• **Assigned task**
Write out every entry precisely as given, leaving the pictures out.

• **Data for review**
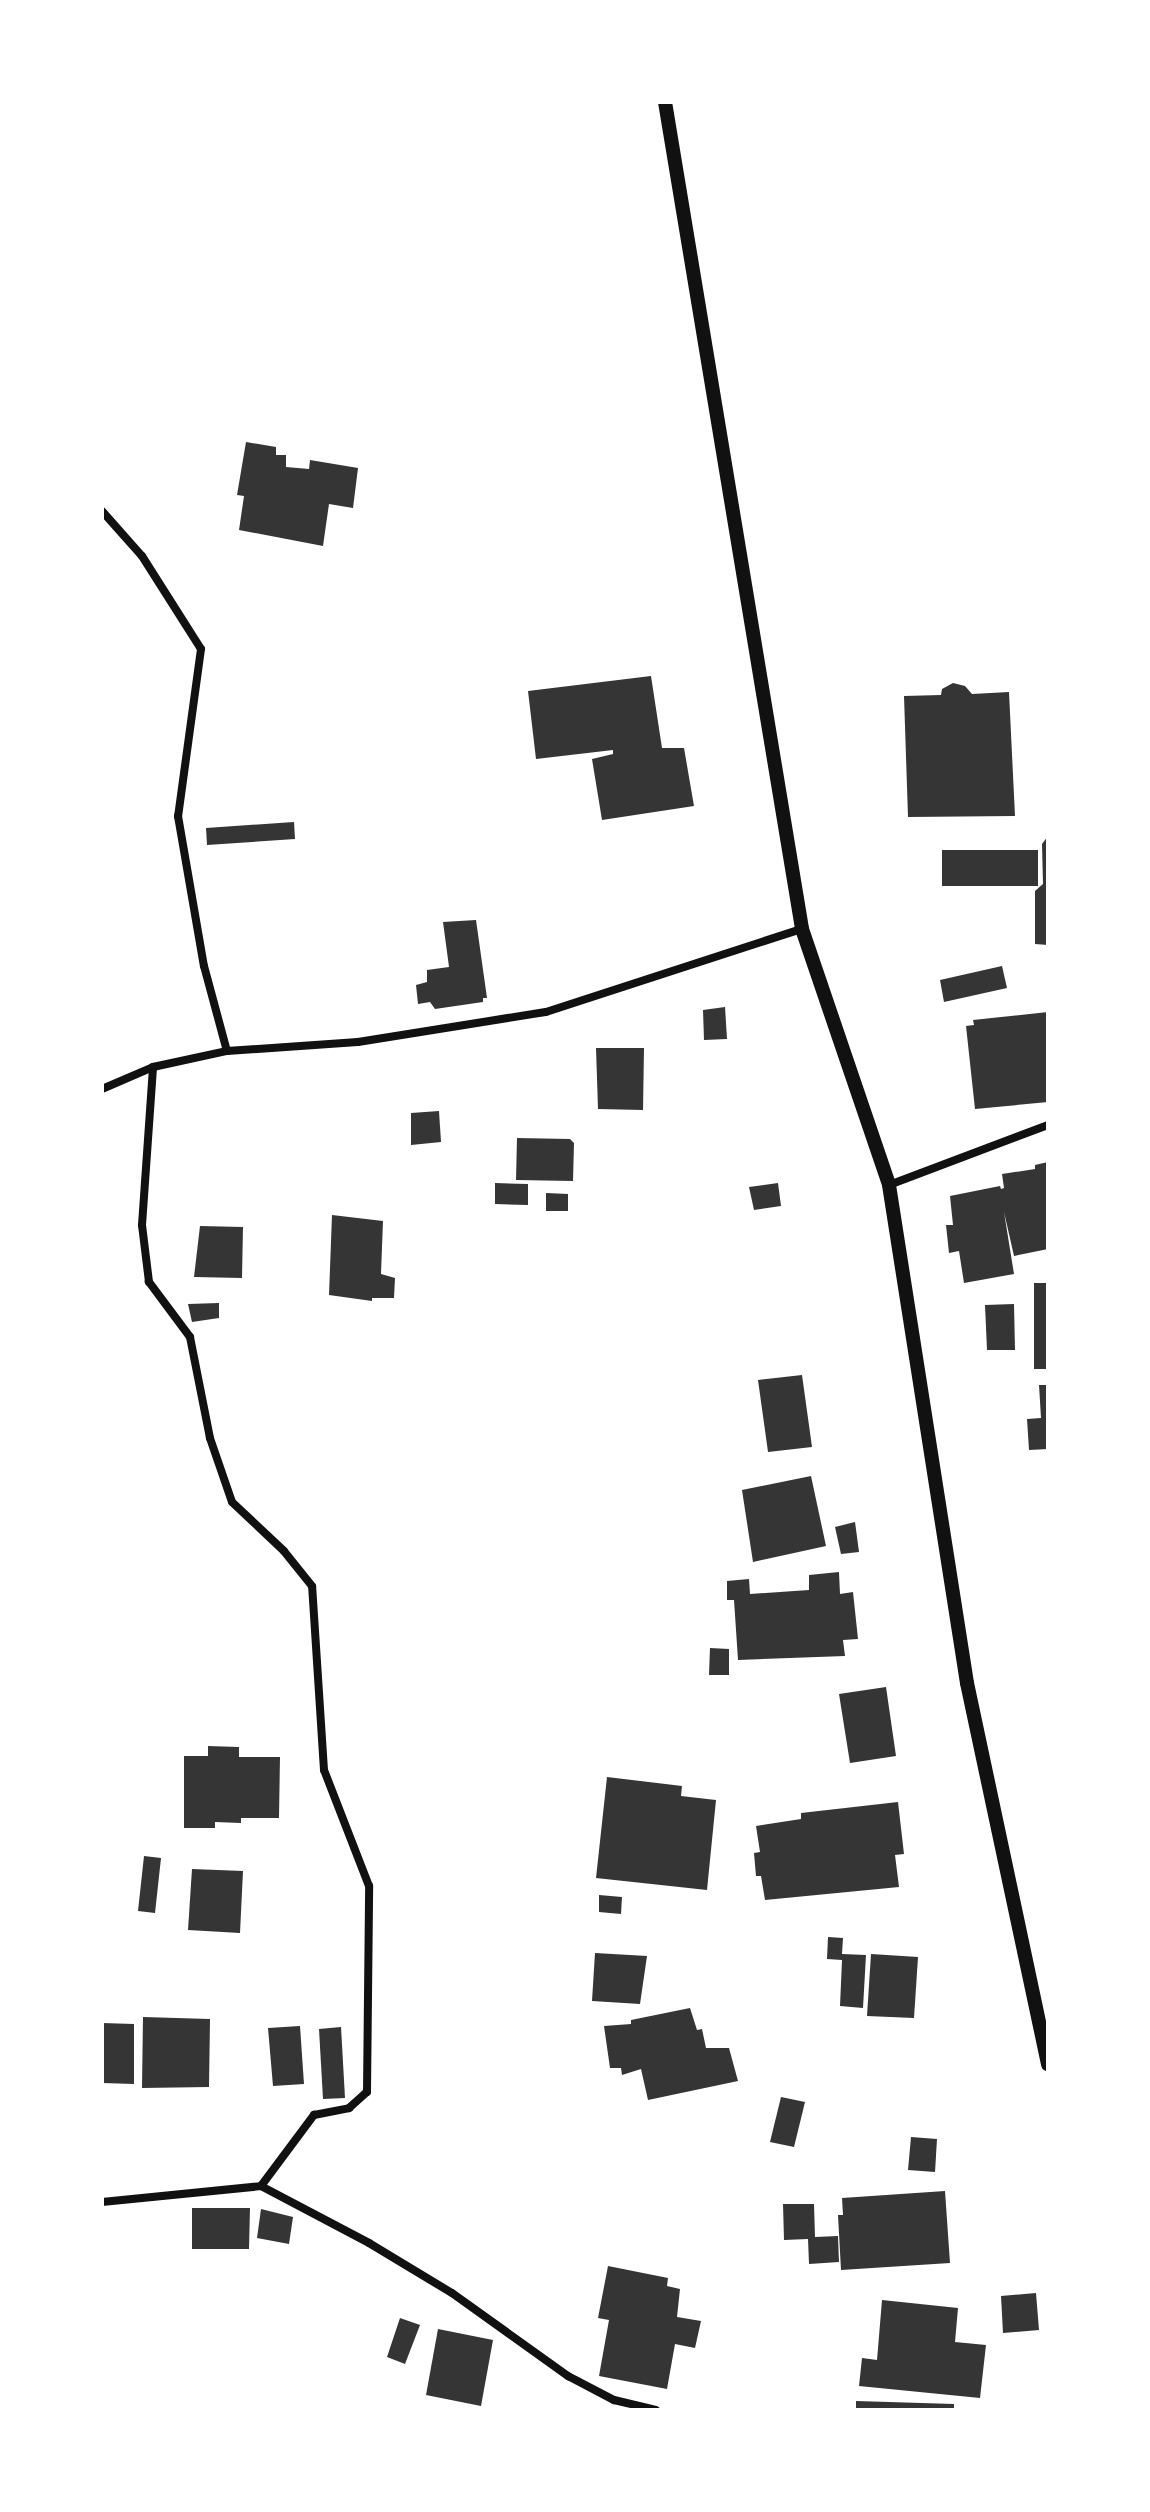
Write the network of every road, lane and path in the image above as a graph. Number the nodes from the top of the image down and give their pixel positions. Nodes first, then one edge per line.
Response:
1 (665, 102) edge
2 (102, 511) edge
3 (802, 929) junction
4 (227, 1051) junction
5 (153, 1067) junction
6 (102, 1089) edge
7 (1048, 1125) edge
8 (889, 1185) junction
9 (1048, 2064) edge
10 (261, 2186) junction
11 (102, 2202) edge
12 (656, 2410) edge

1 - 3 street
2 - 4 street
3 - 4 street
3 - 8 street
4 - 5 street
5 - 6 street
5 - 10 street
7 - 8 street
8 - 9 street
10 - 11 street
10 - 12 street

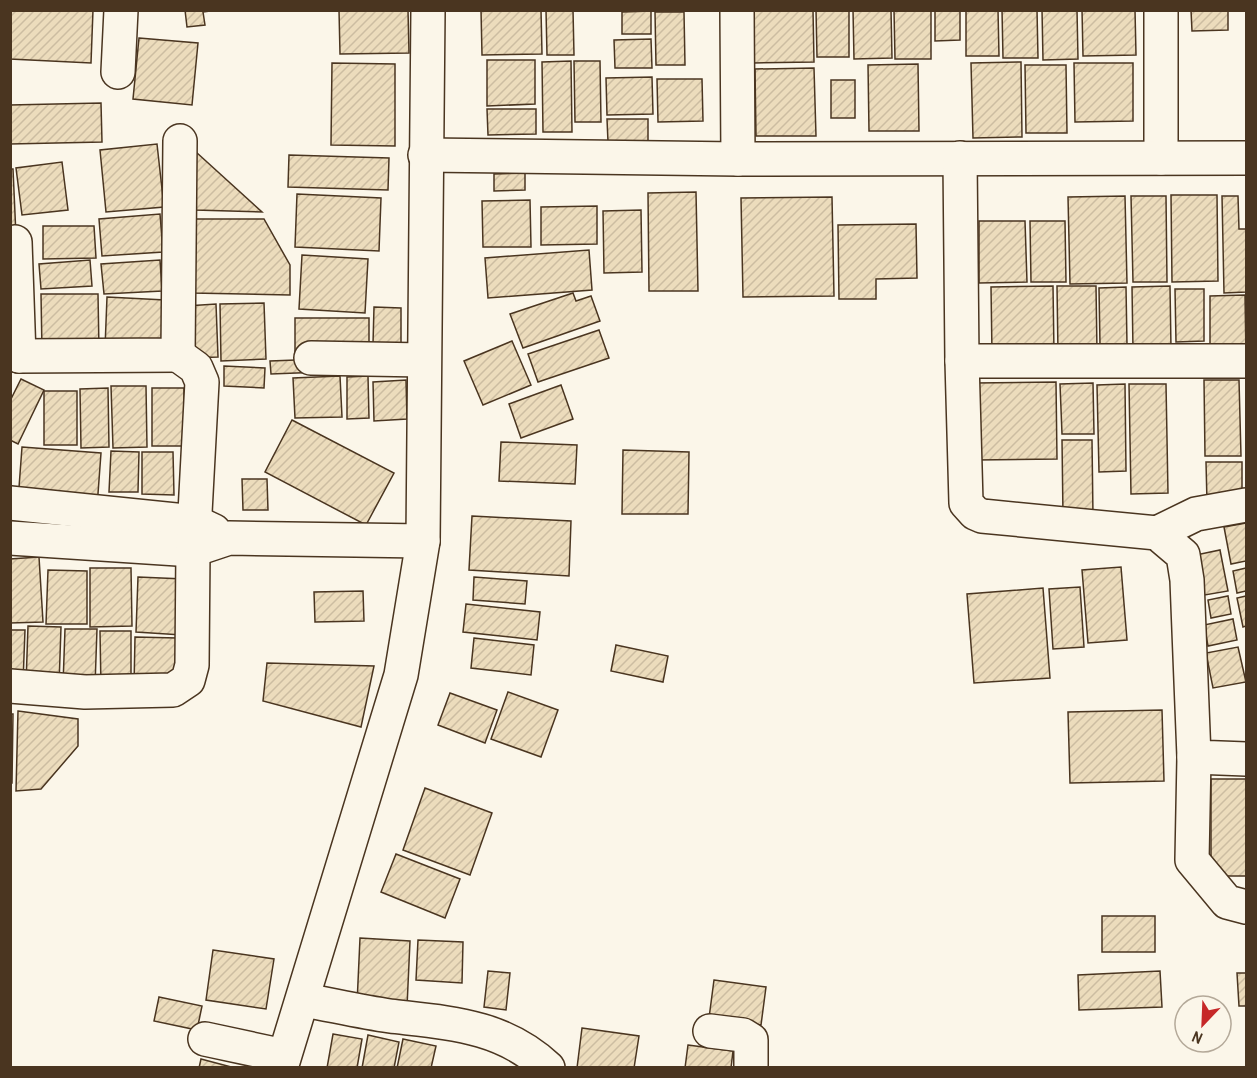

• **Finished exercise**
Write the network of every road, lane and path in the image above as a graph. Number the nodes from the top of the image down and give their pixel positions. Nodes first, then one edge per line.
Response:
1 (665, 102) edge
2 (102, 511) edge
3 (802, 929) junction
4 (227, 1051) junction
5 (153, 1067) junction
6 (102, 1089) edge
7 (1048, 1125) edge
8 (889, 1185) junction
9 (1048, 2064) edge
10 (261, 2186) junction
11 (102, 2202) edge
12 (656, 2410) edge

1 - 3 street
2 - 4 street
3 - 4 street
3 - 8 street
4 - 5 street
5 - 6 street
5 - 10 street
7 - 8 street
8 - 9 street
10 - 11 street
10 - 12 street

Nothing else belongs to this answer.